Since popular music could not depend on support from the
rich and sophisticated as classical music did, it relied
on ordinary men and women and their purchasing power.
Because of the popular
song’s intrinsic simplicity and its appeal to the
artistically unsophisticated, a new market for musical
representation of unprecedented dimensions and power was
created. The pop star not only embodied the musical
tastes of the underprivileged but also became a symbol
of social and economic success; he or she became one of
the groups who "made it." Ironically, the symbol of the
pop star simultaneously served another role, that of
social pacifier: frustration – helplessness and
powerlessness – could be infinitely rationalized and
sublimated through the image of a socially successful
equal.
If the Classical period of Western art music liberated
the musician from his preordained social role in the
hierarchical world of feudalism, the Romantic era
strengthened this process further: the musician’s role
as an individualistic and original spirit which had been
a new possibility, became an exigency. It is mainly from
this era that the image of a suffering, misunderstood
genius comes. In other words, the totality of the
individual became the exclusive focus of music. The same
process that had served to liberate the musician became
an instrument of his alienation. The logic of this
process can be seen in the historical transformation of
the musician’s role and of musical practices in the
social context and in the genealogy of musical processes
and structures. Several distinct lines of development
follow from the Romantic period to today: an increasing
complexity of the elements and overall form of music; an
integration of spatially (diverse ethnic sources) and
temporally (diverse periods) different musical worlds; a
replacement of natural frames of reference with
artificial or scientific ones; and an increasing
elasticity of musical expression.
The rhythmic profile was refined horizontally, to
include diverse subdivisions, and vertically, to include
complex superpositions: the beat was no longer the
carrier of the rhythmic pulse but only a reference in
the general flow. Melody and harmony followed the
emancipation of dissonance in horizontal and vertical
aspects. The natural hierarchy of the overtone series
was replaced by an artificial, relative universe (from
drone to modal to major-minor to extended tonal to
serial). Similarly, there was a shift from cyclical and
periodic forms to aperiodic and nonarchetypal forms.

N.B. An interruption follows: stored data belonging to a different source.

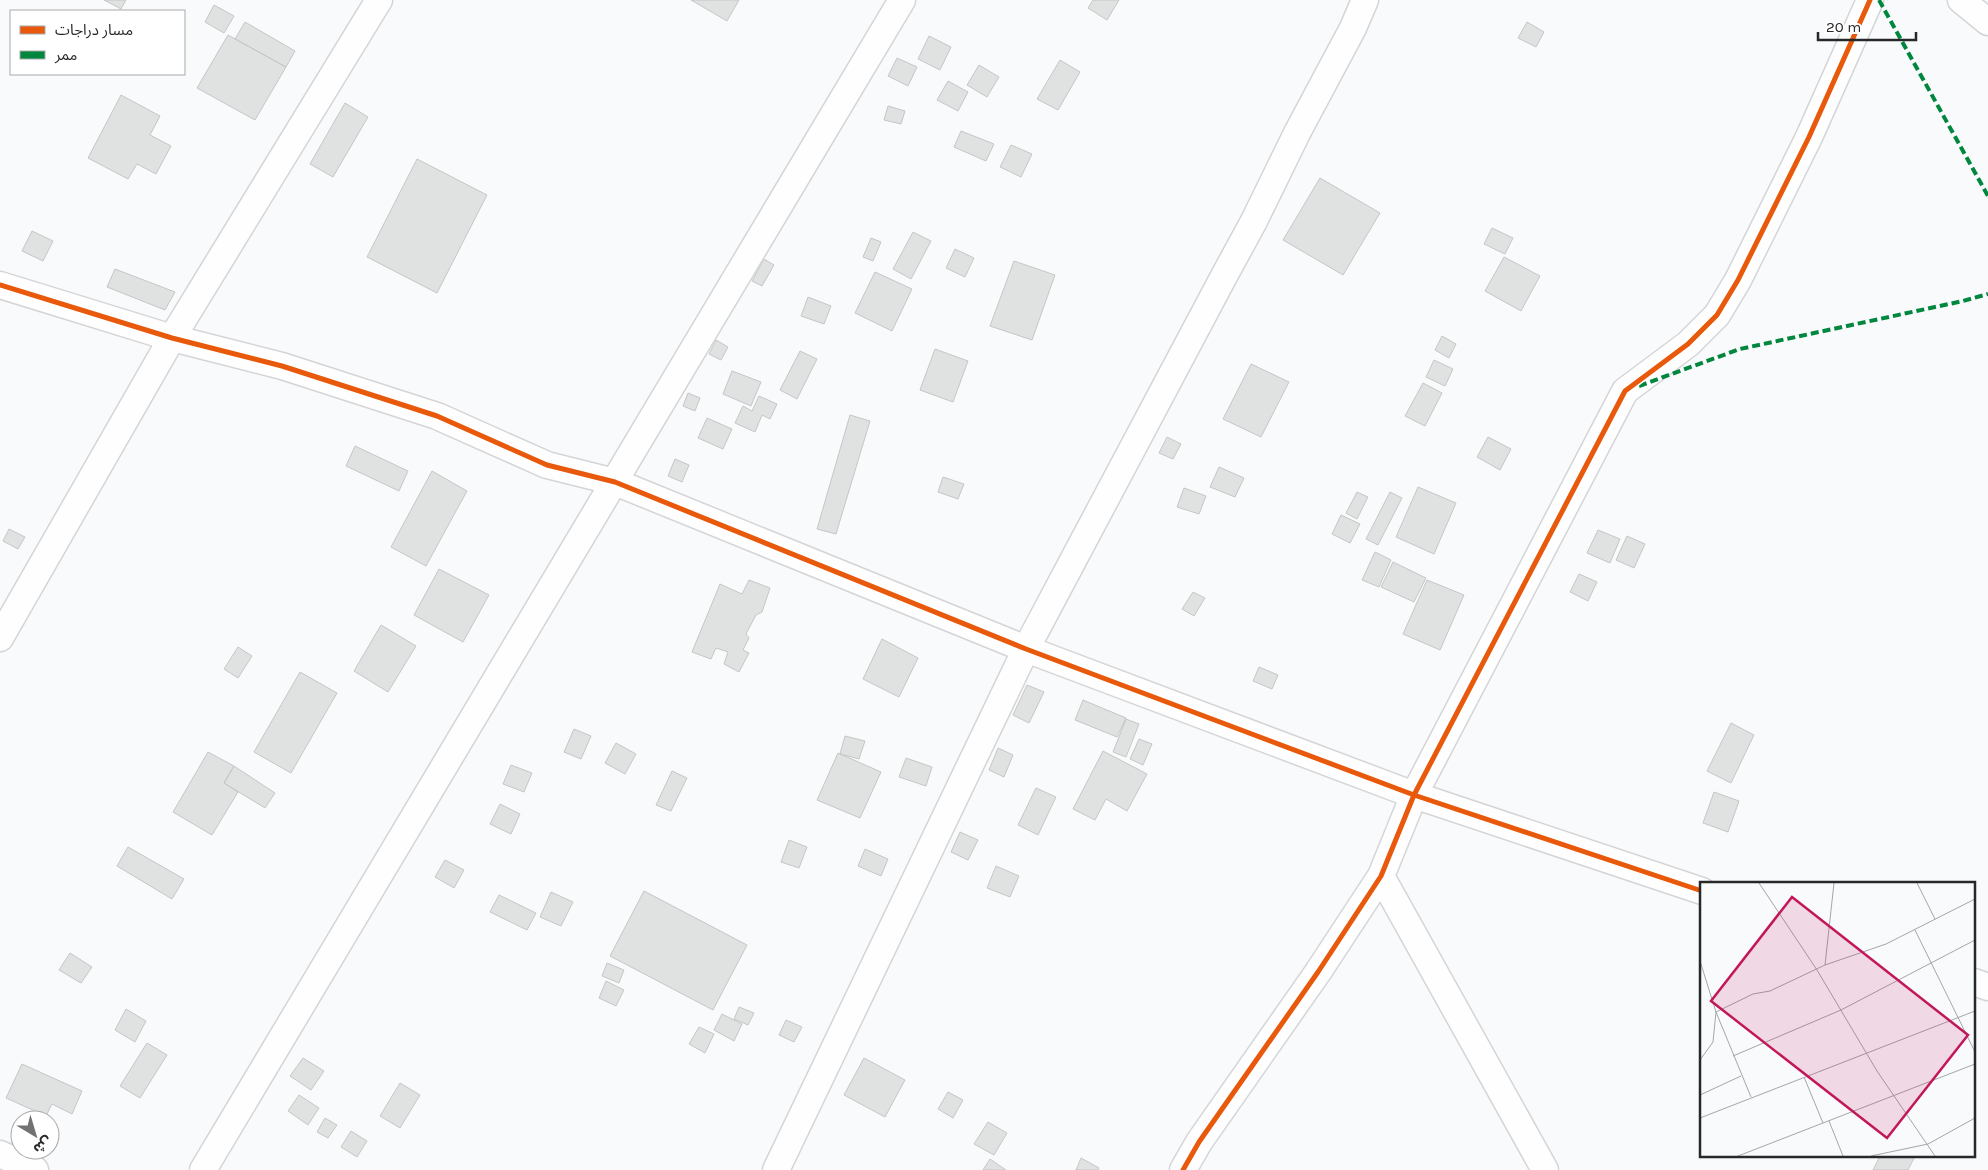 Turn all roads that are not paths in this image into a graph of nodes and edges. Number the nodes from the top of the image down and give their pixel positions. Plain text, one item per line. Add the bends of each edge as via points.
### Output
1 (379, 0) edge
2 (902, 0) edge
3 (1364, 0) edge
4 (1870, 0) edge
5 (1961, 0) edge
6 (1988, 22) edge
7 (0, 285) edge
8 (172, 338) junction
9 (615, 482) junction
10 (0, 638) edge
11 (1026, 649) junction
12 (1414, 794) junction
13 (1381, 876) junction
14 (1700, 890) edge
15 (1976, 983) edge
16 (1988, 987) edge
17 (0, 1154) edge
18 (35, 1170) edge
19 (203, 1170) edge
20 (776, 1170) edge
21 (1183, 1170) edge
22 (1545, 1170) edge

1 - 8 street
2 - 9 street
3 - 11 street via 1353,28 1254,221
4 - 12 street via 1738,280 1717,315 1688,344 1625,391
5 - 6 street
7 - 8 street
8 - 9 street via 282,366 437,416 547,465
8 - 10 street
9 - 11 street
9 - 19 street
11 - 12 street
11 - 20 street
12 - 13 street
12 - 14 street
13 - 21 street
13 - 22 street
15 - 16 street
17 - 18 street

Profound psychological changes took place at the same
time: if the archetypal form and overtone-based natural
hierarchy gave a confining but secure place to the
premodern individual, the newly constructed relative
universe gave him a limitless but isolating freedom.
This freedom resulted primarily from a heroic effort of
the intellect, which subsequently became a hallmark of
twentieth century music.
Historically speaking, every period’s particular
psychosocial reality is manifested in the idiosyncrasies
of its musical structures and processes: a strong
rhythmic pulse coupled with the pentatonic and modal
systems of tribal (folk) music reflected a collective,
rather than an individual, consciousness; the tonal
system combined with the unified but limited rhythmic
profile of Western art music before the twentieth
century reflected an increasingly individualistic
emotional and intellectual reality; the atonal,
aperiodic, free-pulsating music of the contemporary era
points to two extremes: at one end, a highly refined but
narrowly focused individual consciousness and, at the
other, a quasi-scientific, ego-free and thus impersonal,
consciousness.

PART II
Orientations
If the nineteenth century planted the seeds of spatial and
temporal expansion, the twentieth century brought this potentiality to
full fruition. A multitude of orientations appeared, which could be
roughly classified as follows:
• The influence of ethnic music
• Historical awareness and conservation
• Scientific development and experimentation
• The explosion of popular idioms and development of communications
media.
The Influence of Ethnic Music
Ethnic music has in general been the source of composed music. Although
diverse levels of stylization and abstraction of folk elements have
characterized different periods, the fundamentals of musical style can
usually be traced to ethnic music. At its most particular, folk music is
a tradition limited to a certain region and people; at its most
universal, a powerful source for synthesis in an international context.
West European folk music (and to a lesser extent, that of the
Mediterranean region) has been the principal source for Western art
music. The history of Western art music is characterized by a process of
refinement and complexification, which despite independence and
isolation, has often undergone profound transformation through the
influence of folk music. One could even argue that most of music history
oscillates between the particularity of the folk element and the
universality of its stylization.
Although the influence of folk music has been substantial throughout
history, it was not until the beginning of the twentieth century that
the great syntheses of folk and art music took place: I refer primarily
to Igor Stravinsky, Béla Bartók, Manuel de Falla, Maurice Ohana, Olivier
Messiaen, and others in contemporary classical music, as well as to a
large number of blues and jazz musicians. Debussy’s music clearly was
influenced by oriental music; his use of quartal harmony, pentatonicism,
and modality refer to Indonesian gamelan and Chinese folk music.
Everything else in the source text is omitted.